On Tuesday, Attorney General Jeff Sessions delivered a closed-door speech, in which he promised The Department of Justice will soon finish guidelines on President Donald Trump‘s “Religious Liberty” executive order.

“The president has also directed me to issue guidance on how to apply federal religious liberty protections,” he said in a transcript obtained by The Federalist. “The department is finalizing this guidance, and I will soon issue it. The guidance will also help agencies follow the Religious Freedom Restoration Act. Congress enacted RFRA so that, if the federal government imposes a burden on somebody’s religious practice, it had better have a compelling reason. That is a demanding standard, and it’s the law of the land.”

Sessions delivered the speech for the Alliance Defending Freedom–the same legal group that represents Jack Phillips, the Colorado baker who refused to make a wedding cake to a gay couple getting married. Phillips’ attorney argues his First Amendment rights were violated when the state’s Civil Rights Division ruled he broke an anti-discrimination statute. His case is going to the U.S. Supreme Court.

Trump’s EO, issued May 4, tells cabinet members to think about “issuing amended regulations” making it easier for employers to deny contraceptive health coverage to employees if they have some sort of objection. It also directs the IRS use more discretion when applying tax penalties to non-profits, including churches, who get involved in politics. This is meant to weaken the Johnson Amendment, a tax bill that establishes a wall between government and religion.

At first, the American Civil Liberties Union seemed poised to strike, ready to sue.
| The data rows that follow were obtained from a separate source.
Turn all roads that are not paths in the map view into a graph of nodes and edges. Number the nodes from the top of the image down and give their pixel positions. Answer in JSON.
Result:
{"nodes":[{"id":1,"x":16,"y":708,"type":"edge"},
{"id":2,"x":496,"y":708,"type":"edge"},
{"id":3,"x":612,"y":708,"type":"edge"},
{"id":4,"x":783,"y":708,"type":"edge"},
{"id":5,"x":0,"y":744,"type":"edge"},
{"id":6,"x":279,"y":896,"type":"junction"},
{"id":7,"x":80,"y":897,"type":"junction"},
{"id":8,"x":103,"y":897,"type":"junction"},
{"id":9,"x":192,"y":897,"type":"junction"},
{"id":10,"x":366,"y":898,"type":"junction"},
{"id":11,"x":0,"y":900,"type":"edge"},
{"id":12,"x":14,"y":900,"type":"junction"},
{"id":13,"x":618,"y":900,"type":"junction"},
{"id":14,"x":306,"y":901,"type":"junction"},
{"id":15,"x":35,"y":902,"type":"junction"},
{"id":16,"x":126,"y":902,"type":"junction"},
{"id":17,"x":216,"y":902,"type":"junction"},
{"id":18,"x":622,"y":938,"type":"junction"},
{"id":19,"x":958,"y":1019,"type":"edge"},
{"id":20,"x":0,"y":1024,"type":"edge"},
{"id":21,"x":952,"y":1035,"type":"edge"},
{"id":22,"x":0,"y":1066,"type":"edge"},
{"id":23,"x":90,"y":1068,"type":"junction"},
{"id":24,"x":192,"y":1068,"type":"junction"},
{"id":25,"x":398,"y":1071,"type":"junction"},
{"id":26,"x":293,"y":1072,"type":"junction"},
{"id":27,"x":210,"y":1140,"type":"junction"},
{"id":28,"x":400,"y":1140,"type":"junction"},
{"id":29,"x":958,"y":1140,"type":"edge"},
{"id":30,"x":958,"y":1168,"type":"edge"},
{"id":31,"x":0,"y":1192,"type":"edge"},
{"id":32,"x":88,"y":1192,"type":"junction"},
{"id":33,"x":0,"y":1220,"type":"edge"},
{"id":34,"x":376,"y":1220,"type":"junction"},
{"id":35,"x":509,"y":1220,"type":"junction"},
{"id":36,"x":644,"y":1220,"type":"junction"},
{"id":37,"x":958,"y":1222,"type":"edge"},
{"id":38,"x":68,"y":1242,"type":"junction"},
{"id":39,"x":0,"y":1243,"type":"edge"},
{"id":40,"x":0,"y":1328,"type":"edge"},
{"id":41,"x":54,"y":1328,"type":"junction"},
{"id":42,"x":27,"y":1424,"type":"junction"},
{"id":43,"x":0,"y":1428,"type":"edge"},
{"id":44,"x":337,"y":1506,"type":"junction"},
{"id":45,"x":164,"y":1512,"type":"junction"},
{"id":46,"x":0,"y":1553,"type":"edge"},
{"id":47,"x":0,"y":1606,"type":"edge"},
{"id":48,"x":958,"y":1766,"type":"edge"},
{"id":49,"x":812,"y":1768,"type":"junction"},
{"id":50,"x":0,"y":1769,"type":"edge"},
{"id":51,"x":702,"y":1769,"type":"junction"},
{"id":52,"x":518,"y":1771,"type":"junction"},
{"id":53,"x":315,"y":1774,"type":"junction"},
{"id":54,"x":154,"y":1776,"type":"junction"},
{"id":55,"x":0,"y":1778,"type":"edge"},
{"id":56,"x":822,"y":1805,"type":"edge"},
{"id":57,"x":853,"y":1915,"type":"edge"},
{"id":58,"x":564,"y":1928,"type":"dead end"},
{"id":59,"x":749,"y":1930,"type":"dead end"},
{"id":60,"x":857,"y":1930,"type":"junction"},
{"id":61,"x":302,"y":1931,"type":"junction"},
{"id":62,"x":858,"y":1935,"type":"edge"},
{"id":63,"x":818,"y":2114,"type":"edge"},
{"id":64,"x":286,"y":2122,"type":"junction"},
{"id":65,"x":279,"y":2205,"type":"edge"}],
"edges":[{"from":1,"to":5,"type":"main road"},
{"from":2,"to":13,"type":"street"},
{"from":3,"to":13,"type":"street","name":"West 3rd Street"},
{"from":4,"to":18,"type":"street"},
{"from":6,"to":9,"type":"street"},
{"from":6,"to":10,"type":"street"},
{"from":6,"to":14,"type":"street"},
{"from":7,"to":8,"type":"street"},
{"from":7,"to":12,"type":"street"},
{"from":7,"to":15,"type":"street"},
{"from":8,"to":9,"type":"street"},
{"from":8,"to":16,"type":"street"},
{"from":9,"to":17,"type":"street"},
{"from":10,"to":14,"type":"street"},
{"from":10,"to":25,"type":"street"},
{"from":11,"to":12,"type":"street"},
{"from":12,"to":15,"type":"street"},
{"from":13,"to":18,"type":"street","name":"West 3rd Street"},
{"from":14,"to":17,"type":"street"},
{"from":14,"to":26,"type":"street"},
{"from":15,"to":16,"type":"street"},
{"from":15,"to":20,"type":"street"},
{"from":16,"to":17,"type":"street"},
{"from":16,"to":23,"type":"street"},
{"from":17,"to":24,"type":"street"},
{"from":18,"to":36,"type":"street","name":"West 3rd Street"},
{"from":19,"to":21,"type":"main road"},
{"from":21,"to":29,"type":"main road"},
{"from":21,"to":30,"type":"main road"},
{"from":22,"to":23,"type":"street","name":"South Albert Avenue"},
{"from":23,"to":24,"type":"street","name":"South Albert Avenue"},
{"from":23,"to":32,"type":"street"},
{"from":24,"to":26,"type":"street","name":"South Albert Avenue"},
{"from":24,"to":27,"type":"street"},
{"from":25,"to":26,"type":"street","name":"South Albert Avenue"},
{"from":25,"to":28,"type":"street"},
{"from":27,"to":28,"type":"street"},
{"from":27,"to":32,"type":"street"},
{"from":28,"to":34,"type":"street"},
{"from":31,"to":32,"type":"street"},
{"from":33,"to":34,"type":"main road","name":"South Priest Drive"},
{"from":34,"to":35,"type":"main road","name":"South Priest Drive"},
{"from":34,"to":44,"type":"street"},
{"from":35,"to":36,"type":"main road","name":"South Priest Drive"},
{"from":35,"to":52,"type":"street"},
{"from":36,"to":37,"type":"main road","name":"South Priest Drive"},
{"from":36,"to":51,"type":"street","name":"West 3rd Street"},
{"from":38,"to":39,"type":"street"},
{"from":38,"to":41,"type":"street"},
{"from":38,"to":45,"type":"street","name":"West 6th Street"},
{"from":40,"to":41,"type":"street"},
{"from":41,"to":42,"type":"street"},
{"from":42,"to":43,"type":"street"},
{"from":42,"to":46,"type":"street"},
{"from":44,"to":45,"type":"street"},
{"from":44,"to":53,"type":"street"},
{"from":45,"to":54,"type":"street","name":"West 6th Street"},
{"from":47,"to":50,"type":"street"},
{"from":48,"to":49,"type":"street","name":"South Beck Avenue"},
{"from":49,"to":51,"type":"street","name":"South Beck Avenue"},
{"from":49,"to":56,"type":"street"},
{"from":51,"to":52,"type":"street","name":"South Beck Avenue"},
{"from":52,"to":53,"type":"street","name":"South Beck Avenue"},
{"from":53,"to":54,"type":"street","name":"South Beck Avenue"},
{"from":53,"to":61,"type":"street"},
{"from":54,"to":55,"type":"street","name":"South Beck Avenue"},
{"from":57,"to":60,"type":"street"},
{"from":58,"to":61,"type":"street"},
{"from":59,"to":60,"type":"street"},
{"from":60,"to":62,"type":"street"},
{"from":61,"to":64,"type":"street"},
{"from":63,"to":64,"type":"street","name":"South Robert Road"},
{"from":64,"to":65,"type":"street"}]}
Then they took a second look at the text.

“Today’s executive order signing was an elaborate photo-op with no discernible policy outcome,” ACLU Executive Director Anthony Romero said May 4 statement. “After careful review of the order’s text we have determined that the order does not meaningfully alter the ability of religious institutions or individuals to intervene in the political process. The order portends but does not yet do harm to the provision of reproductive health services.”

Sessions’ new guidelines would either attract an ACLU lawsuit, or yet another dismissal from Romero. Nonetheless, Sessions’ guidelines on the Religious Freedom Restoration Act could be another source of contention.

Remember the Hobby Lobby case? In 2014, the U.S. Supreme Court ruled 5-4 that the RFRA allowed company owners to deny, on the basis of religious belief, health insurance coverage for contraception.

The ACLU rescinded their support for the law in 2015. In a Washington Post article, Deputy Legal Director Louise Melling argued that “it is now often used as a sword to discriminate against women, gay and transgender people and others.”

It is worth mentioning that the ACLU represents the couple denied service by Phillips. Also, the ADL criticized the organization for opposing the RFRA.